*WHAT THE TASK REQUIRES*.
Look for the string "hand" in the listing below, then copy every line that has it.
======== DATA EXCERPTS ========
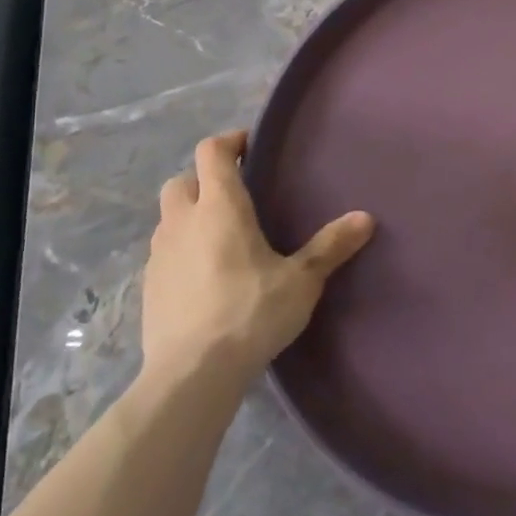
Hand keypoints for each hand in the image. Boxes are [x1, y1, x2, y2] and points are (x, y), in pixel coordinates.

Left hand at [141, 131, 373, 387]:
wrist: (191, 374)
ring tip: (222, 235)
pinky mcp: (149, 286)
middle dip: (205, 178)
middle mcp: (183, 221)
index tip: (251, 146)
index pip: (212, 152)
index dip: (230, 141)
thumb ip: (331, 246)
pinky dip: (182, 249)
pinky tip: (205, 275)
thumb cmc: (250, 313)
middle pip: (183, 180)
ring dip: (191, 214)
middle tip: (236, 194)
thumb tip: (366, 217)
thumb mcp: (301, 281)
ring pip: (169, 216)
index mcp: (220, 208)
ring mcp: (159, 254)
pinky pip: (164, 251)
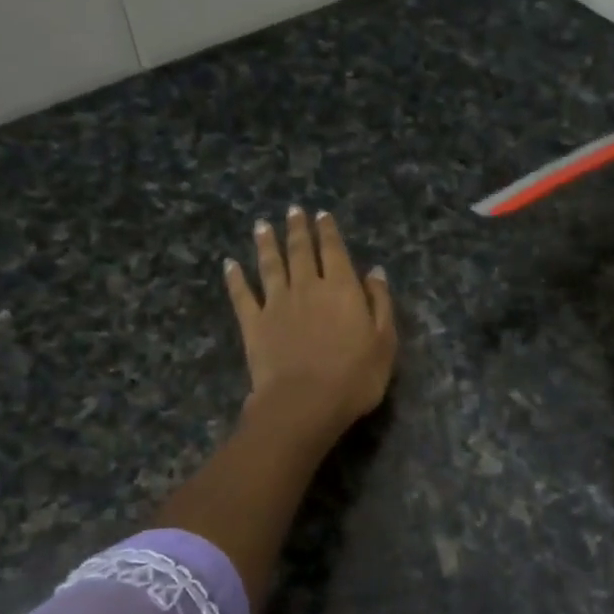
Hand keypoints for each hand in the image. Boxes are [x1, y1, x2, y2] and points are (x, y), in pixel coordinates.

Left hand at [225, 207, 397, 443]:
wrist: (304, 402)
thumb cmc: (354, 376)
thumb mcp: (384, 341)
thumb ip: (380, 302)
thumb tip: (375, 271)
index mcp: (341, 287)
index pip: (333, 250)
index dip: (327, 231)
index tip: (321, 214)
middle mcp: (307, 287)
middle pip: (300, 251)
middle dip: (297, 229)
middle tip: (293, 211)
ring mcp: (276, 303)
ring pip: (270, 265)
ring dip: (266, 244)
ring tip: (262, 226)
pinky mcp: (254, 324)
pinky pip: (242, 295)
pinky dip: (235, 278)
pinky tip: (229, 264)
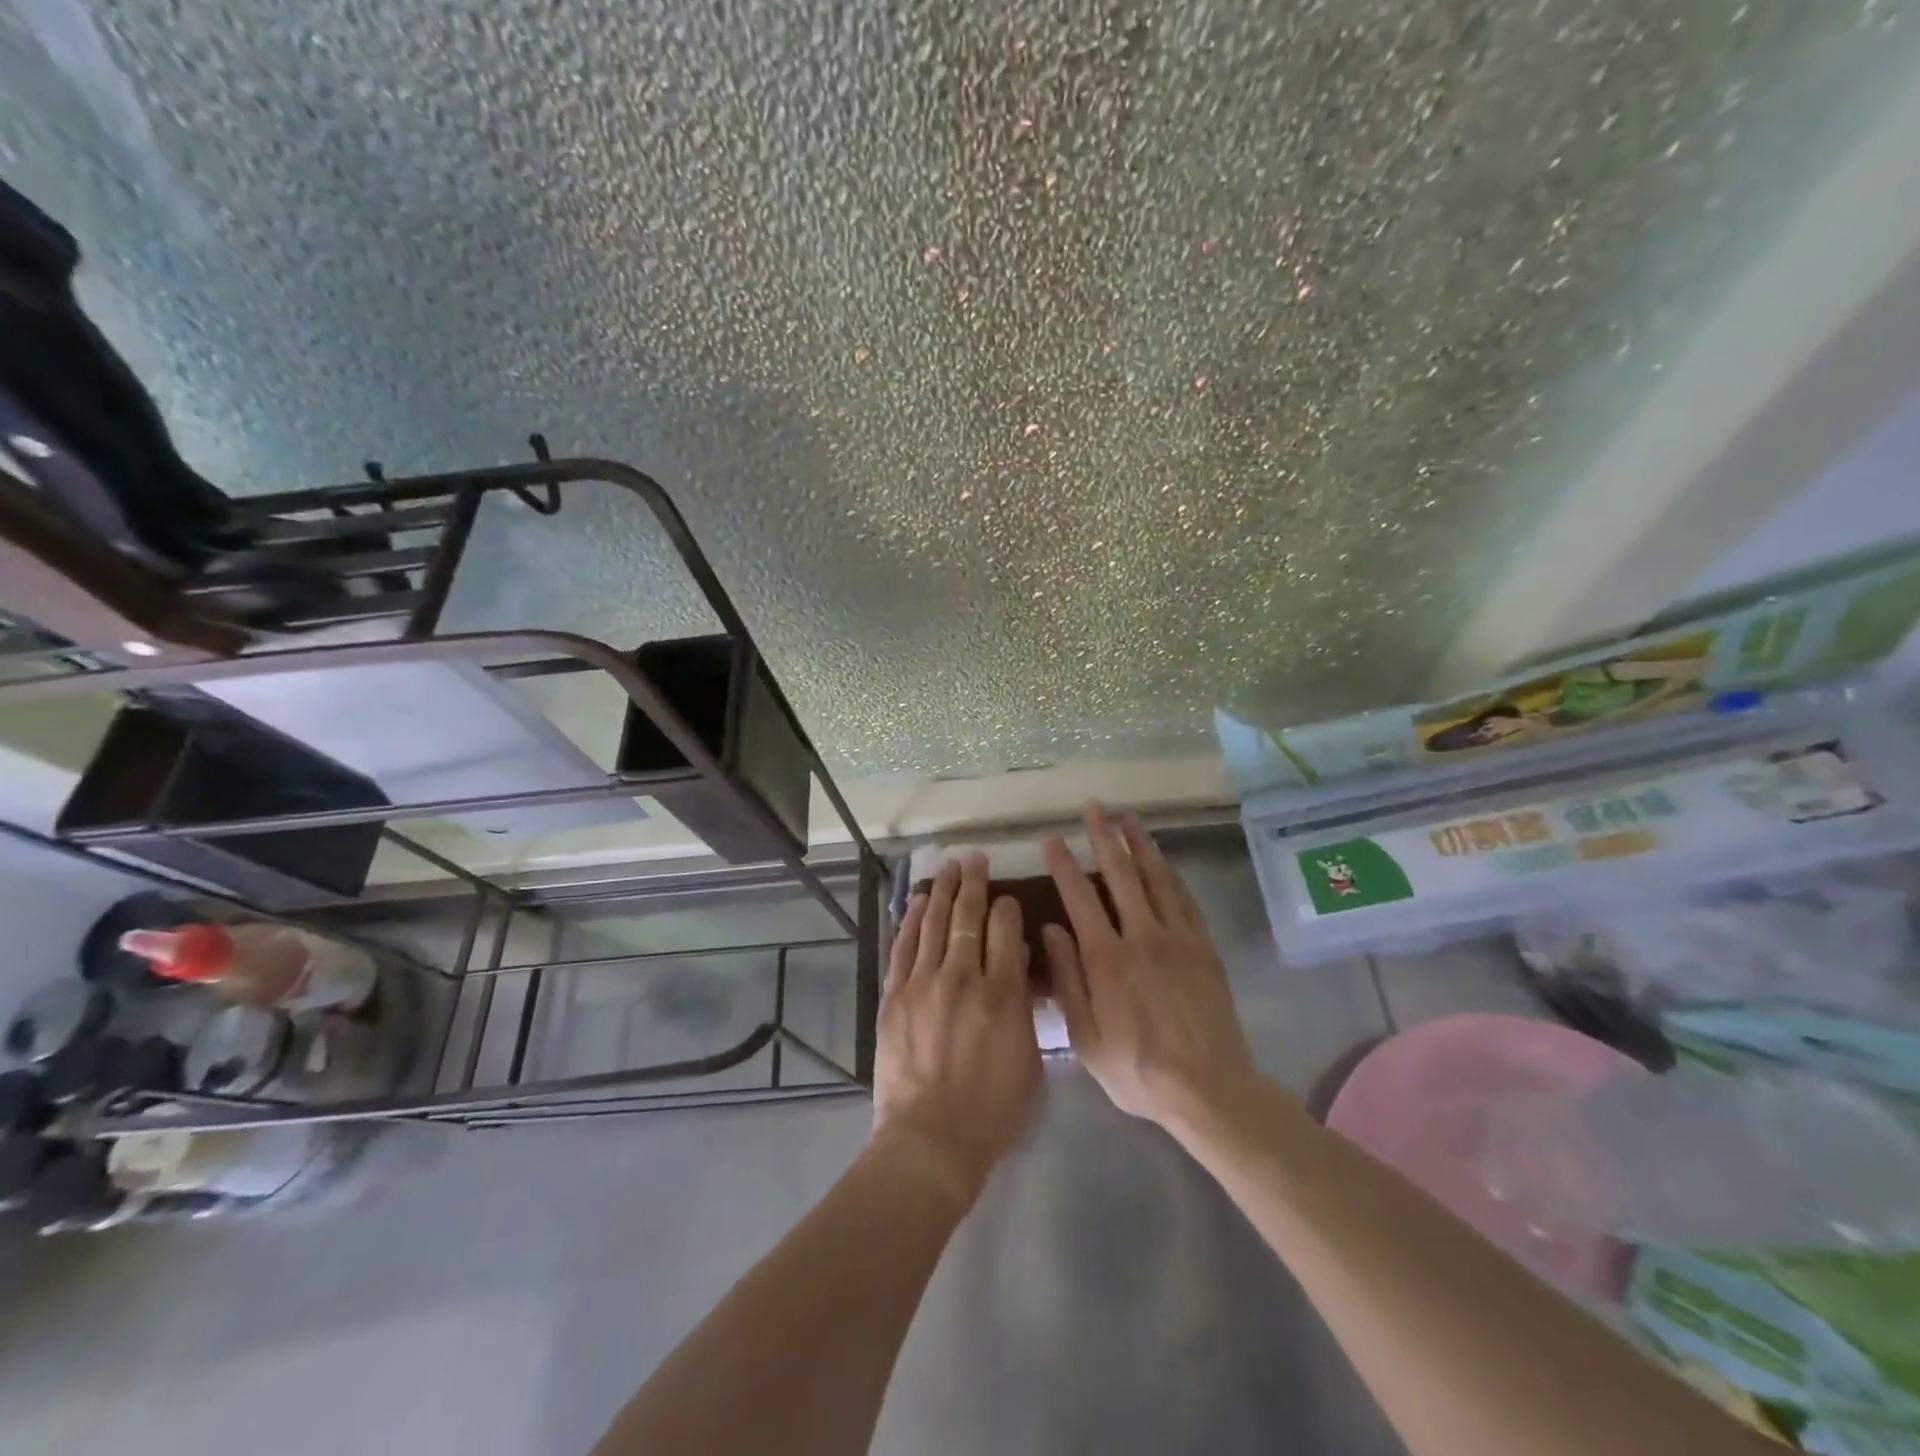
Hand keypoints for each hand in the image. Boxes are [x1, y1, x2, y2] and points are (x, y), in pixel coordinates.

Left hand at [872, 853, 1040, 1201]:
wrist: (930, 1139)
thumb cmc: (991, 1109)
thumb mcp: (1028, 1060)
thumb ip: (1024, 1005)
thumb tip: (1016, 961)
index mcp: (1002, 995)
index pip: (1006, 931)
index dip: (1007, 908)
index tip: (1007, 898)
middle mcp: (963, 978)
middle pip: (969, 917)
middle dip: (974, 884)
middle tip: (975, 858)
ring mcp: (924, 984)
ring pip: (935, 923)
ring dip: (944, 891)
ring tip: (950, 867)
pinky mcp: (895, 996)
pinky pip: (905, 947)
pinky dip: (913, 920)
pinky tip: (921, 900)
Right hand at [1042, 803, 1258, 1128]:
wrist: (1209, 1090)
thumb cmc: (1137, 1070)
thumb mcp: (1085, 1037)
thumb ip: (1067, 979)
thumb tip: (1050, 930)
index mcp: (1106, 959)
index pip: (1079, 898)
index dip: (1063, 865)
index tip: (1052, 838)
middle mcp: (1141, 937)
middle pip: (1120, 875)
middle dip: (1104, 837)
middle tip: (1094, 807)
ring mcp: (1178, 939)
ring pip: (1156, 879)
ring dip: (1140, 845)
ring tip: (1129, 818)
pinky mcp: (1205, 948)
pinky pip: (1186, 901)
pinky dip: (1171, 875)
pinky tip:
========
*SOLUTION*.
Hand keypoints for each hand in the image. Boxes are [x1, y1, x2, y2] and points are (x, y), in pixel coordinates.
Left hand at [141, 131, 373, 387]:
Hand keypoints for each hand in the image. Boxes are [x1, y1, x2, y2] and points are (x, y), in pixel coordinates.
Left hand at [225, 207, 397, 443]:
Hand keypoints for each hand in the image. Boxes are [x1, y1, x2, y2] and points are (x, y), in pixel coordinates.
Left hand at [872, 853, 1040, 1201]:
Right hand at [1042, 803, 1258, 1128]:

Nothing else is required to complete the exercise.